▶ _Your assignment_
Look through the material below. Copy each line that contains the string "leave".

□ □ □ □

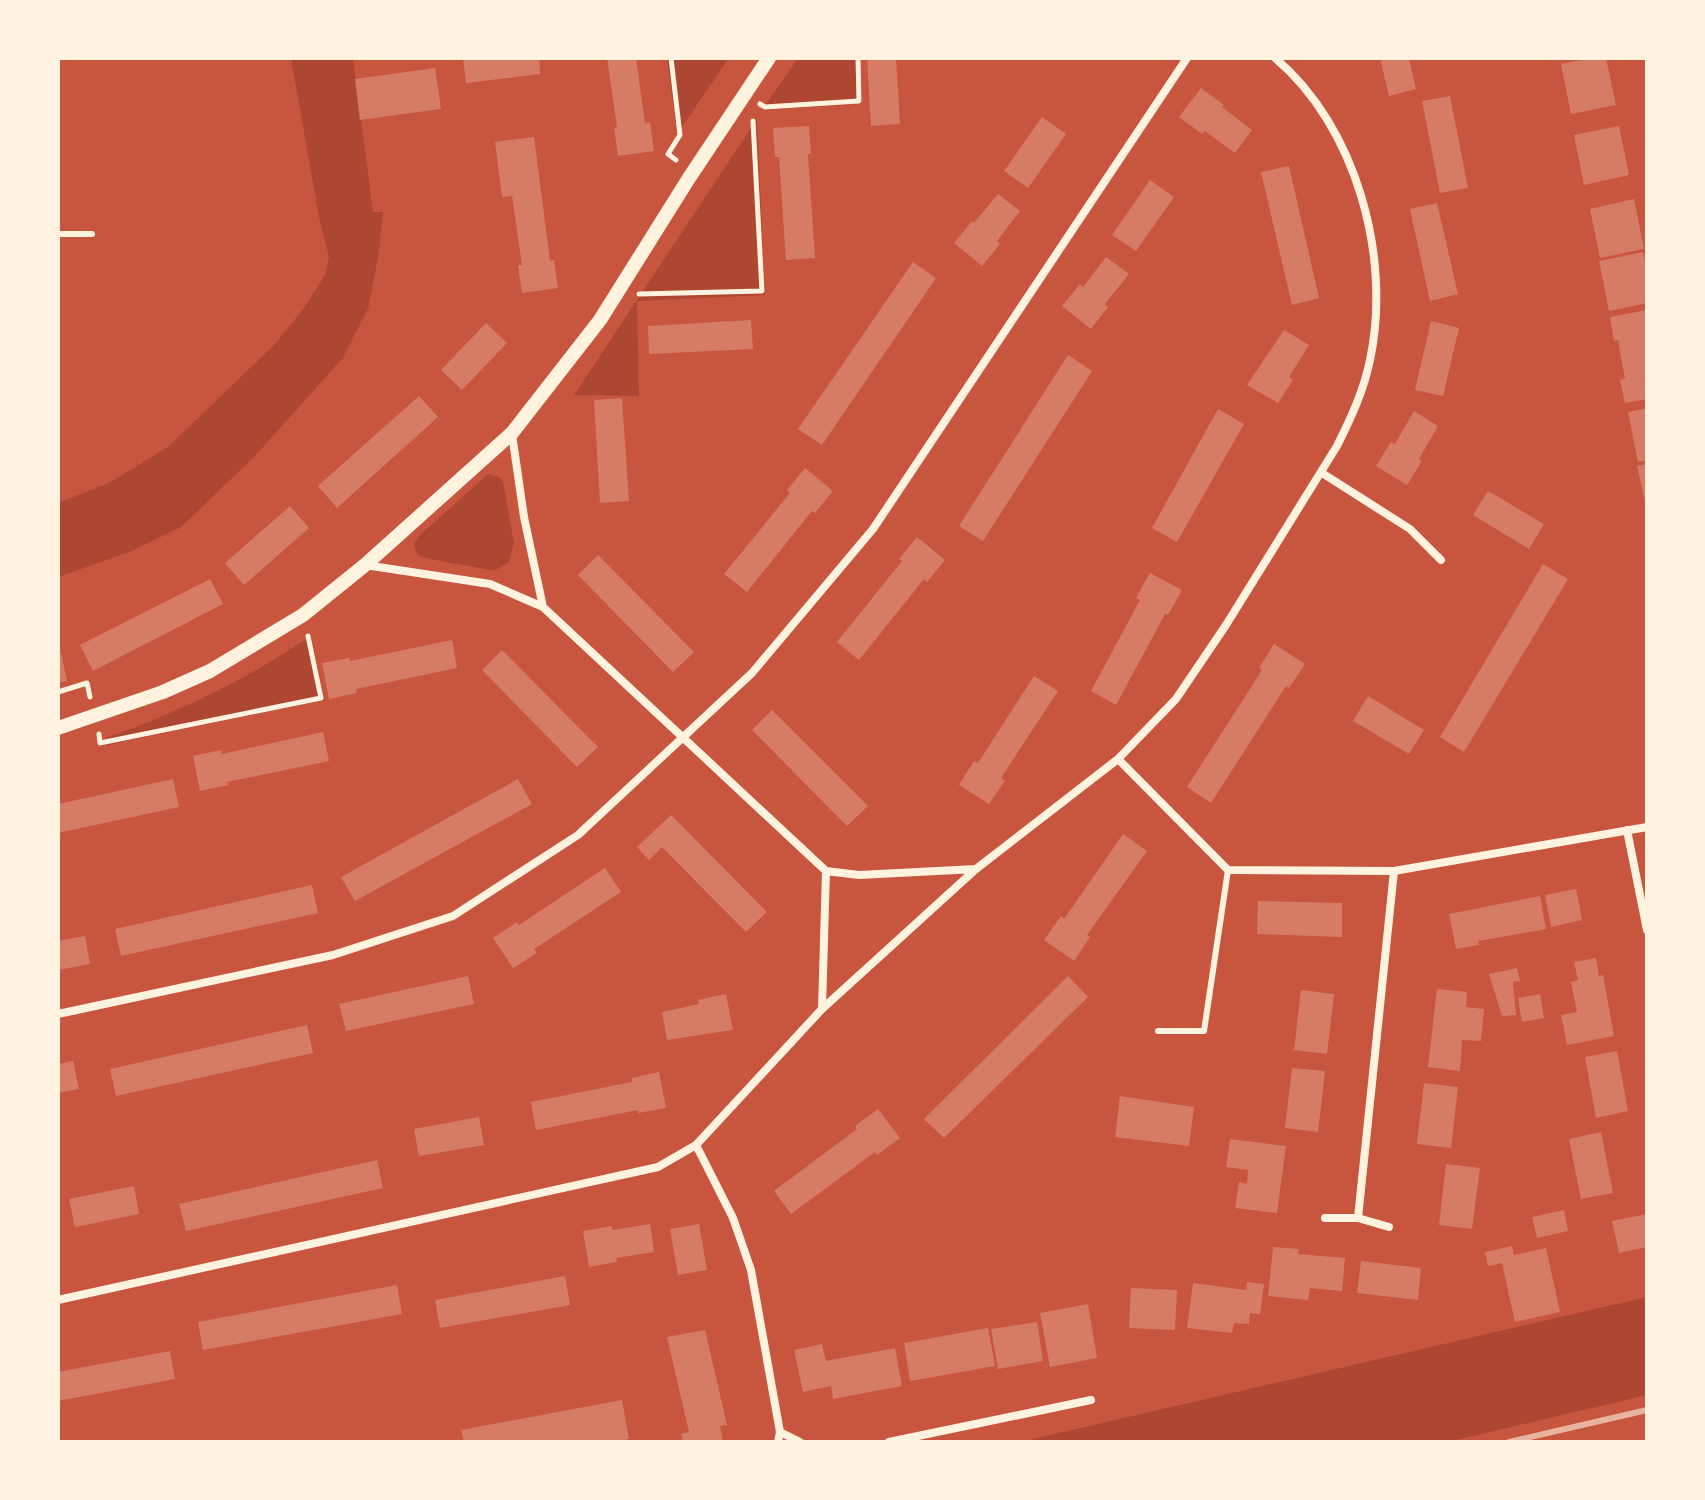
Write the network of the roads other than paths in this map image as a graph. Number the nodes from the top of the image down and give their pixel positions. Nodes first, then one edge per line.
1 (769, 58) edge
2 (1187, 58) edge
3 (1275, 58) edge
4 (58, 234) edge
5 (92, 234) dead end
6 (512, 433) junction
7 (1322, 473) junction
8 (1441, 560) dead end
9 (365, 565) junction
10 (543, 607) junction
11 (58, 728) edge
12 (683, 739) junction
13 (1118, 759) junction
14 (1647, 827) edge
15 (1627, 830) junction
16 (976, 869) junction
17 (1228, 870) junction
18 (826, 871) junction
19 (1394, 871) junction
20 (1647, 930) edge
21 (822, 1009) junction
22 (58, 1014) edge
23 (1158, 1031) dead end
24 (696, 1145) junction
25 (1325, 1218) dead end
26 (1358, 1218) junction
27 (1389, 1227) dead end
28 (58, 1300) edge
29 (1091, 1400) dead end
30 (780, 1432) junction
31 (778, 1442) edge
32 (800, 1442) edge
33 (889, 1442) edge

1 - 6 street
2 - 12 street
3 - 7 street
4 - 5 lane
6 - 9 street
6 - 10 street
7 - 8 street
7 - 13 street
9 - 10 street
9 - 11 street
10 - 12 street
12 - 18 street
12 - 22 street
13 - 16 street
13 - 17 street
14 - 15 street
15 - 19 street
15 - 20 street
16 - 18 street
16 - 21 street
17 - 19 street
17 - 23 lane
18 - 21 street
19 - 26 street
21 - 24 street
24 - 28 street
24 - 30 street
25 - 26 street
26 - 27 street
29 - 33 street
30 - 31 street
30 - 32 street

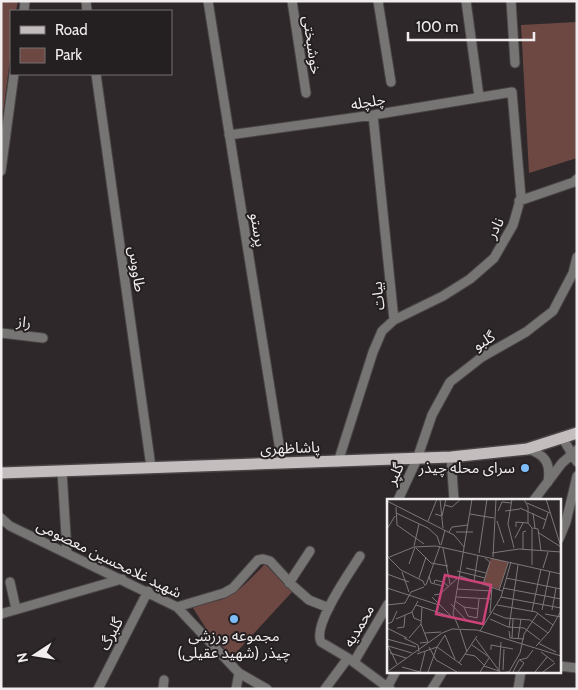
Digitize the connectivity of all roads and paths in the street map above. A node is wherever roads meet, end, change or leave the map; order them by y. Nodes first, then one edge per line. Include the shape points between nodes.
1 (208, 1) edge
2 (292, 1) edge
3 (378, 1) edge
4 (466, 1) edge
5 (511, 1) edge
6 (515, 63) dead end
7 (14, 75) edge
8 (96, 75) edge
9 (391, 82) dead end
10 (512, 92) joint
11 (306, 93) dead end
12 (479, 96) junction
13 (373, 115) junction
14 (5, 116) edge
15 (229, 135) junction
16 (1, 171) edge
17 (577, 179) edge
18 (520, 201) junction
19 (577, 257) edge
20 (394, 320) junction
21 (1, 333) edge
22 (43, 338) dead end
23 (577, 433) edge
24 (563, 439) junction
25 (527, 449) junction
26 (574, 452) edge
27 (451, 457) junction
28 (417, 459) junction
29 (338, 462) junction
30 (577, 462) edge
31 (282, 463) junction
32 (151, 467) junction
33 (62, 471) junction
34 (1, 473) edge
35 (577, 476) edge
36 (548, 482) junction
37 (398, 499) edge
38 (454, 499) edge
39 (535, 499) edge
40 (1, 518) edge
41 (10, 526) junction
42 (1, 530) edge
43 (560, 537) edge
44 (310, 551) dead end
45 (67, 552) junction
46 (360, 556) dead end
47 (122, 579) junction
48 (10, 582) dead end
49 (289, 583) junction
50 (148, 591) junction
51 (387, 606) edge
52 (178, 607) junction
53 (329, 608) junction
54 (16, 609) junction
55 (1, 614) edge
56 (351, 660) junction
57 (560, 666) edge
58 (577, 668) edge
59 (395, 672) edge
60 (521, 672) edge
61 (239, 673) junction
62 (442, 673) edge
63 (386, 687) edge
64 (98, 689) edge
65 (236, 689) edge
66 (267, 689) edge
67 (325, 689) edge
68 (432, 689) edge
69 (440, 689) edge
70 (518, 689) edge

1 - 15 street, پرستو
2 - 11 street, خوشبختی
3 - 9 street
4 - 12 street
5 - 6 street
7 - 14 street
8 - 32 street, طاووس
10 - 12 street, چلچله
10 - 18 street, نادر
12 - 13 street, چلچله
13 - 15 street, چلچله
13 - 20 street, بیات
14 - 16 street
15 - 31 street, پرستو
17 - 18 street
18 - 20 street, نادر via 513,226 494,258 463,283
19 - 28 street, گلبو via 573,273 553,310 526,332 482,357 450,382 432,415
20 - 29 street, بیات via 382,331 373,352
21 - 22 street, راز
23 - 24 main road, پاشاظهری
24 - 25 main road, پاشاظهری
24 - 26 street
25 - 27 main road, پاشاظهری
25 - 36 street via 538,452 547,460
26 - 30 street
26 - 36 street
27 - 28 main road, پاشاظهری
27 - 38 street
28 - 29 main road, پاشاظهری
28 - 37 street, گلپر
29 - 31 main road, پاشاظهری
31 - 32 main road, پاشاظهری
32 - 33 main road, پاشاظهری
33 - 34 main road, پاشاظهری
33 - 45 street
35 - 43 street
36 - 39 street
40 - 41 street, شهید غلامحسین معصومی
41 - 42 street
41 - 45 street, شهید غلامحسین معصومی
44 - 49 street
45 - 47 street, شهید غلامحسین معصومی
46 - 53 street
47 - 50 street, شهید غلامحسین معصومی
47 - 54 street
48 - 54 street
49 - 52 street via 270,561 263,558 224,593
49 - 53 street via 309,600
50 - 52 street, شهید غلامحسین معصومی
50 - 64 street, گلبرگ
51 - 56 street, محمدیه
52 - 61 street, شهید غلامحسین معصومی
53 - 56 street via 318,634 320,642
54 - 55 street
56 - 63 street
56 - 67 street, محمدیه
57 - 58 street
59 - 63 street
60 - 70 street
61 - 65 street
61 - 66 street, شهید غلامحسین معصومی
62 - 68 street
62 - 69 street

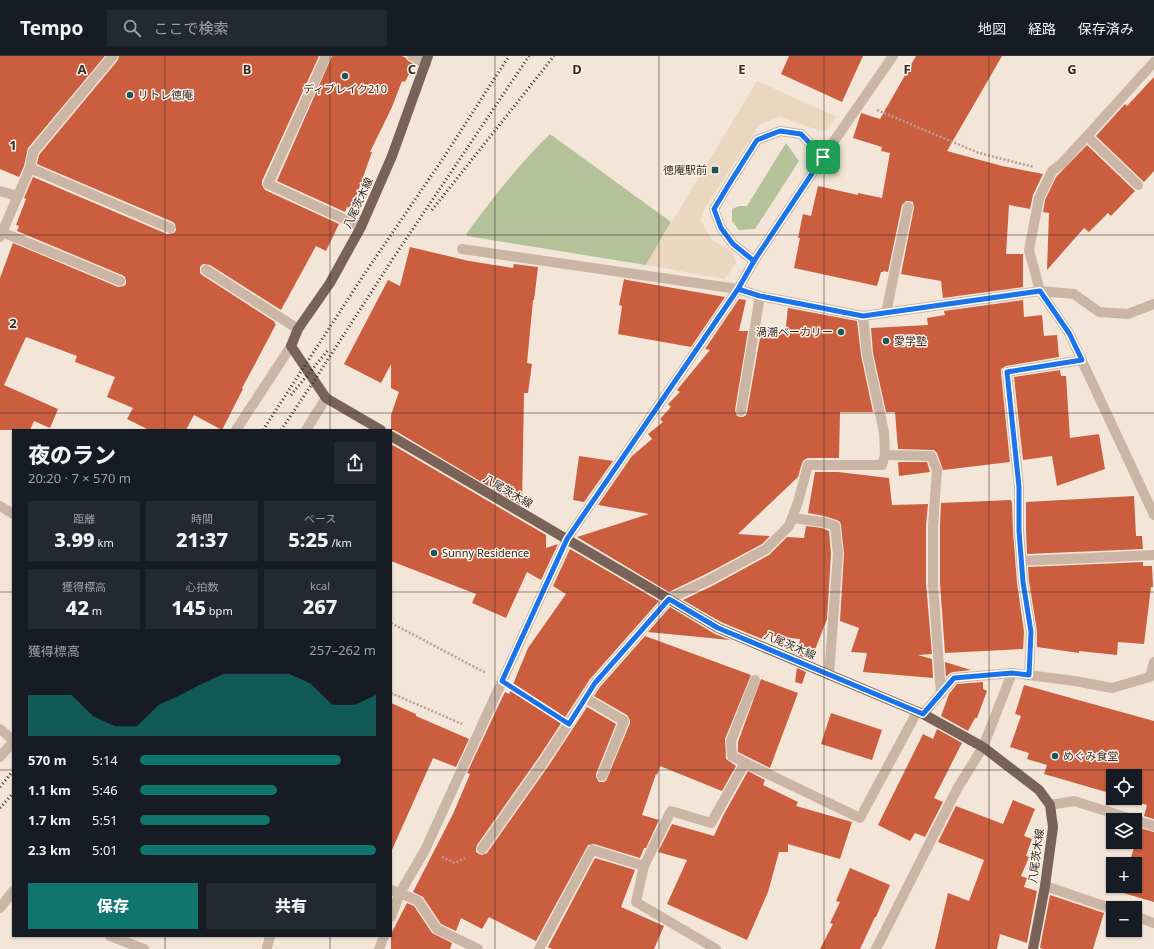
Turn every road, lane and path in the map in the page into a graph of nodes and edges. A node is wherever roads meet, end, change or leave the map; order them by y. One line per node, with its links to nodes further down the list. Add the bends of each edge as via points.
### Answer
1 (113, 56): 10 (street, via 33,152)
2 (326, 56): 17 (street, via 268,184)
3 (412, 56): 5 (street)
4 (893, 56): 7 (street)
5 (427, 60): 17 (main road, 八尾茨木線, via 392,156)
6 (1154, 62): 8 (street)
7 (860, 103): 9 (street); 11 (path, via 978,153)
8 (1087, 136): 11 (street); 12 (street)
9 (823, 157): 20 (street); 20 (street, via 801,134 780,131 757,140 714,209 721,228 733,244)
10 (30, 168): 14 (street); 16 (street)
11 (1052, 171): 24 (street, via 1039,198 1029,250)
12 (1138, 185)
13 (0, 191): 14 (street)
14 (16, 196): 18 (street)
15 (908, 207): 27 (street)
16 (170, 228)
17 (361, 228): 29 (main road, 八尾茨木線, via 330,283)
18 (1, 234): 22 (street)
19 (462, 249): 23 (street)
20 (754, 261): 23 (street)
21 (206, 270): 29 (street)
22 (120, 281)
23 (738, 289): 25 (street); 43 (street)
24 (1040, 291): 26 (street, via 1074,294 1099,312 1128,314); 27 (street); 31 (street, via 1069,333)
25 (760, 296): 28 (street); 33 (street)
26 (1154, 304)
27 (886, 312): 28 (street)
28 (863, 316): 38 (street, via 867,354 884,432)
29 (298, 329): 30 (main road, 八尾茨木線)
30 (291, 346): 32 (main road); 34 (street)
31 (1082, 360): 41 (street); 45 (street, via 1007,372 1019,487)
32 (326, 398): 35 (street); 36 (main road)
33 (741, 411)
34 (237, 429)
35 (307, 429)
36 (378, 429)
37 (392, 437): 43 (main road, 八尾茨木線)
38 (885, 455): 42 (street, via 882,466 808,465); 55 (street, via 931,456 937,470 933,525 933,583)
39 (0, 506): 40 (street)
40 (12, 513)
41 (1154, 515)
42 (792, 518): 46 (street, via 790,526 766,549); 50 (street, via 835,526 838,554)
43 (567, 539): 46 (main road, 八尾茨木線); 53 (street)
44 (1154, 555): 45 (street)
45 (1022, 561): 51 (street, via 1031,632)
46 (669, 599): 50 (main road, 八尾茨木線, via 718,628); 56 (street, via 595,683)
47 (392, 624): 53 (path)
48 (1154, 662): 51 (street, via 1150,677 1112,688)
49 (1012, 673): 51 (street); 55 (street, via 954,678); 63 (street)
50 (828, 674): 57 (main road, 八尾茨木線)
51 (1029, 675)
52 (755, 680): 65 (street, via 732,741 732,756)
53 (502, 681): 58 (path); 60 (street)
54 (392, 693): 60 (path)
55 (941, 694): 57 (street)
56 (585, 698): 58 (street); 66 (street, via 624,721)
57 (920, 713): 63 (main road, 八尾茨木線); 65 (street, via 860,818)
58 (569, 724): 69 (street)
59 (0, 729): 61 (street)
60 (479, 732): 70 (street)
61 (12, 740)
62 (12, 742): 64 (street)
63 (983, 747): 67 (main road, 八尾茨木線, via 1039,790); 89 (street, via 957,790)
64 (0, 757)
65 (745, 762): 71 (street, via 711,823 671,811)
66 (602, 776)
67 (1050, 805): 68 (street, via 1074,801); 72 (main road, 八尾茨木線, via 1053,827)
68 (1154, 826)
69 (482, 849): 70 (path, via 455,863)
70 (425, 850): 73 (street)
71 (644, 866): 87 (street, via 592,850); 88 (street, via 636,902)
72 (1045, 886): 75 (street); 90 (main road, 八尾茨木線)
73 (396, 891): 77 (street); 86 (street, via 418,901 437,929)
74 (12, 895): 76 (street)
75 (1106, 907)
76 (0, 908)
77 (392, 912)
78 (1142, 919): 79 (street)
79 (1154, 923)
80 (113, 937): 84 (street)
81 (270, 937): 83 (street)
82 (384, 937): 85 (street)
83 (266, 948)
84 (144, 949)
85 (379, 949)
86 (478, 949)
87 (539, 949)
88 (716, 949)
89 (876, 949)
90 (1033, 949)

□ □ □ □

▶ _Result of this task_
Digitize the connectivity of all roads and paths in the street map above. A node is wherever roads meet, end, change or leave the map; order them by y. Nodes first, then one edge per line. Include the shape points between nodes.
Turn every road, lane and path in the map in the page into a graph of nodes and edges. A node is wherever roads meet, end, change or leave the map; order them by y. One line per node, with its links to nodes further down the list. Add the bends of each edge as via points.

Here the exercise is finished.